→ **Data for processing**
+++

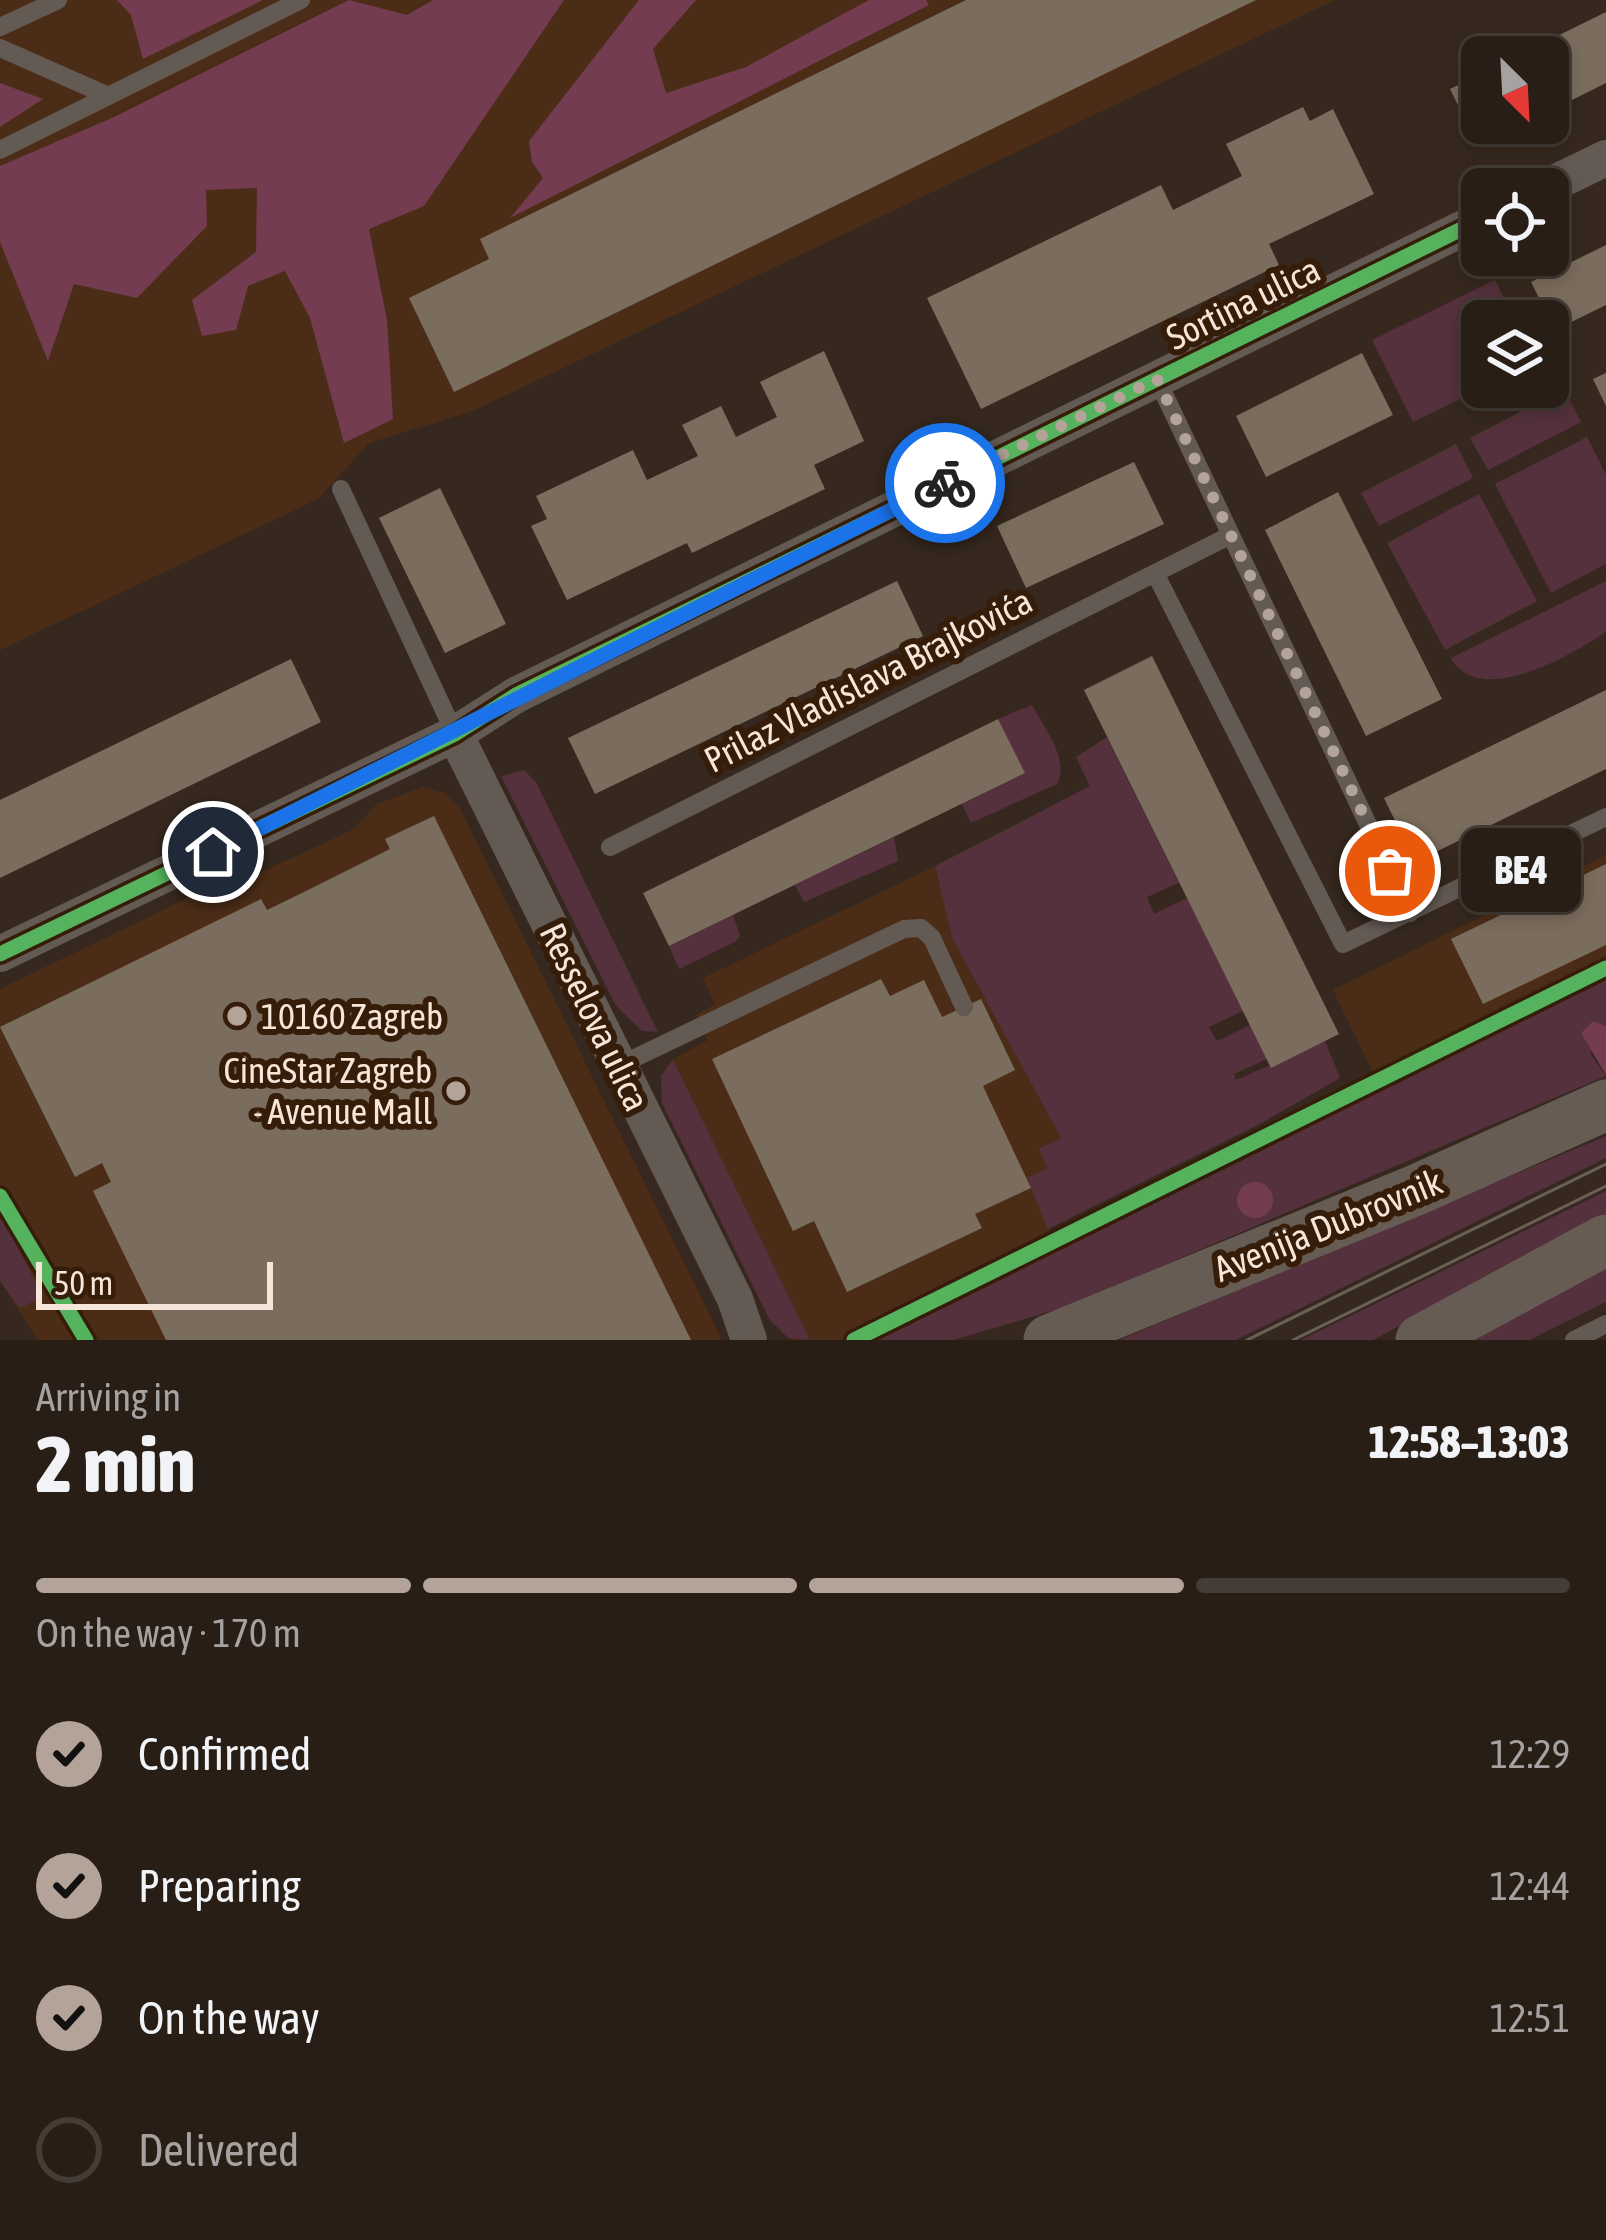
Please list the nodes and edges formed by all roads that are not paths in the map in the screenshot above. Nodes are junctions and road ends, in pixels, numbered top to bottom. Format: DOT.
graph roads {
  1 [pos="58,0"];
  2 [pos="302,0"];
  3 [pos="0,27"];
  4 [pos="0,48"];
  5 [pos="104,94"];
  6 [pos="0,150"];
  7 [pos="1606,158"];
  8 [pos="1569,176"];
  9 [pos="1461,229"];
  10 [pos="1157,379"];
  11 [pos="341,488"];
  12 [pos="1232,535"];
  13 [pos="1155,573"];
  14 [pos="455,734"];
  15 [pos="1606,817"];
  16 [pos="610,847"];
  17 [pos="1410,913"];
  18 [pos="0,954"];
  19 [pos="964,1006"];
  20 [pos="618,1066"];
  21 [pos="1606,1105"];
  22 [pos="1606,1240"];
  23 [pos="735,1299"];
  24 [pos="1606,1324"];
  25 [pos="749,1340"];
  26 [pos="775,1340"];
  27 [pos="1048,1340"];
  28 [pos="1421,1340"];
  29 [pos="1574,1340"];
  1 -- 3 [label="lane"];
  2 -- 5 [label="lane"];
  4 -- 5 [label="lane"];
  5 -- 6 [label="lane"];
  7 -- 8 [label="street"];
  9 -- 10 [label="street, Sortina ulica"];
  10 -- 12 [label="lane"];
  10 -- 14 [label="street, Sortina ulica"];
  11 -- 14 [label="lane"];
  12 -- 13 [label="lane, Prilaz Vladislava Brajkovića"];
  12 -- 17 [label="lane"];
  13 -- 16 [label="lane, Prilaz Vladislava Brajkovića"];
  13 -- 17 [label="lane"];
  14 -- 18 [label="street, Sortina ulica"];
  14 -- 20 [label="street, Resselova ulica"];
  15 -- 17 [label="lane"];
  19 -- 20 [label="lane"];
  20 -- 23 [label="street, Resselova ulica"];
  21 -- 27 [label="main road, Avenija Dubrovnik"];
  22 -- 28 [label="main road"];
  23 -- 25 [label="street, Resselova ulica"];
  23 -- 26 [label="street, Resselova ulica"];
  24 -- 29 [label="lane"];
}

+++

→ **What is being asked**
Among the lines of the data, identify those with the word "ulica". Copy each of them.

→ **Answer for this exercise**
  9 -- 10 [label="street, Sortina ulica"];
  10 -- 14 [label="street, Sortina ulica"];
  14 -- 18 [label="street, Sortina ulica"];
  14 -- 20 [label="street, Resselova ulica"];
  20 -- 23 [label="street, Resselova ulica"];
  23 -- 25 [label="street, Resselova ulica"];
  23 -- 26 [label="street, Resselova ulica"];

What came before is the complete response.